Critically ill patients are often affected by several pathophysiological conditions requiring
antibiotic administration and, frequently, extracorporeal
therapy that significantly alter the normal pharmacokinetics of drugs. Therapeutic drug monitoring (TDM) may assist to establish the correct
antibiotic dosage, but a TDM service is usually available only for some
aminoglycosides and
glycopeptides. The aim of this study is the validation of an HPLC-UV method for the simultaneous quantification of
meropenem,
vancomycin,
piperacillin and
tazobactam in human plasma samples.

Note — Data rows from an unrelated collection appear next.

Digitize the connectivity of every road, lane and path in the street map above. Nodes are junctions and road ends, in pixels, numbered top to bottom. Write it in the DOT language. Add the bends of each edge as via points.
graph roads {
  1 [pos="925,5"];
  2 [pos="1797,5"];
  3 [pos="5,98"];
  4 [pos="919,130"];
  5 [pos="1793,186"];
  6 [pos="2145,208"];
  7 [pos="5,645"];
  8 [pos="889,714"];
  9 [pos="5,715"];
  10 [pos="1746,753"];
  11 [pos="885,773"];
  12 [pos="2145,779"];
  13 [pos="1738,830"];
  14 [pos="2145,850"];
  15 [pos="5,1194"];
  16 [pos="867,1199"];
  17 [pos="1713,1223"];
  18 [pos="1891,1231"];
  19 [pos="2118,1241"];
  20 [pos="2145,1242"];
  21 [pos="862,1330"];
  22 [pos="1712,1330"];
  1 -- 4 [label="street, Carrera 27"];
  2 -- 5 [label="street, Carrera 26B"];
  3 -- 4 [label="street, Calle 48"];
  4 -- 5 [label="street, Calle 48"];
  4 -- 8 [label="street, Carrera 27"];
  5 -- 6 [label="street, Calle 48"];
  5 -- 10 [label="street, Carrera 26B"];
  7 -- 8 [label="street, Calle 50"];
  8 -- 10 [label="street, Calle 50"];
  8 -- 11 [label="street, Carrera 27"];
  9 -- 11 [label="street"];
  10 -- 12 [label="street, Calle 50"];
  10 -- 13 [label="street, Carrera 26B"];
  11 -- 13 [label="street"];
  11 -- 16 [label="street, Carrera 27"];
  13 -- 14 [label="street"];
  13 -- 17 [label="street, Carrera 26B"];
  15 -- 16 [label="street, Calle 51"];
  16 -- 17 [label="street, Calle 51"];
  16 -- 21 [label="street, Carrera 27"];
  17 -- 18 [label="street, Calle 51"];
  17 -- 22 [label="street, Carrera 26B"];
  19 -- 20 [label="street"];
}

The analytes were extracted from 250 μL of human plasma by the addition of
acetonitrile for
protein precipitation. After evaporation to dryness of the
solvent, samples were reconstituted with 250 μL of mobile phase, and 100 μL were injected in HPLC. Chromatographic analysis was performed using a Kinetex C18 column and an UV/Vis detector set at 220 and 298 nm. The mobile phase was a mixture of
phosphate buffer 0.1 M pH 3.15 and
methanol in gradient, delivered at 1 mL/min. The method was validated over clinical concentration ranges. For all the analytes, the lower limit of quantification was 1 μg/mL, and the calibration curves were linear between 1 and 100 μg/mL, with coefficients of determination ≥ 0.999. Intra-day precision was < 4%, while inter-day precision was < 7% for each analyte. The applicability of the method has been evaluated by analysing plasma samples collected from 4
critically ill patients undergoing
continuous renal replacement therapy. Moreover, the analysis of
vancomycin with VANC Flex® confirmed a good correlation between the results of HPLC-UV and commercially available kits usually used by TDM service. The method we developed only requires a small volume of plasma and uses the same sample preparation protocol, stationary phase and elution conditions for all analytes. This method offers the additional advantages of simple and rather inexpensive sample preparation and instrumentation, features that make this method an easy implementation for a general TDM laboratory.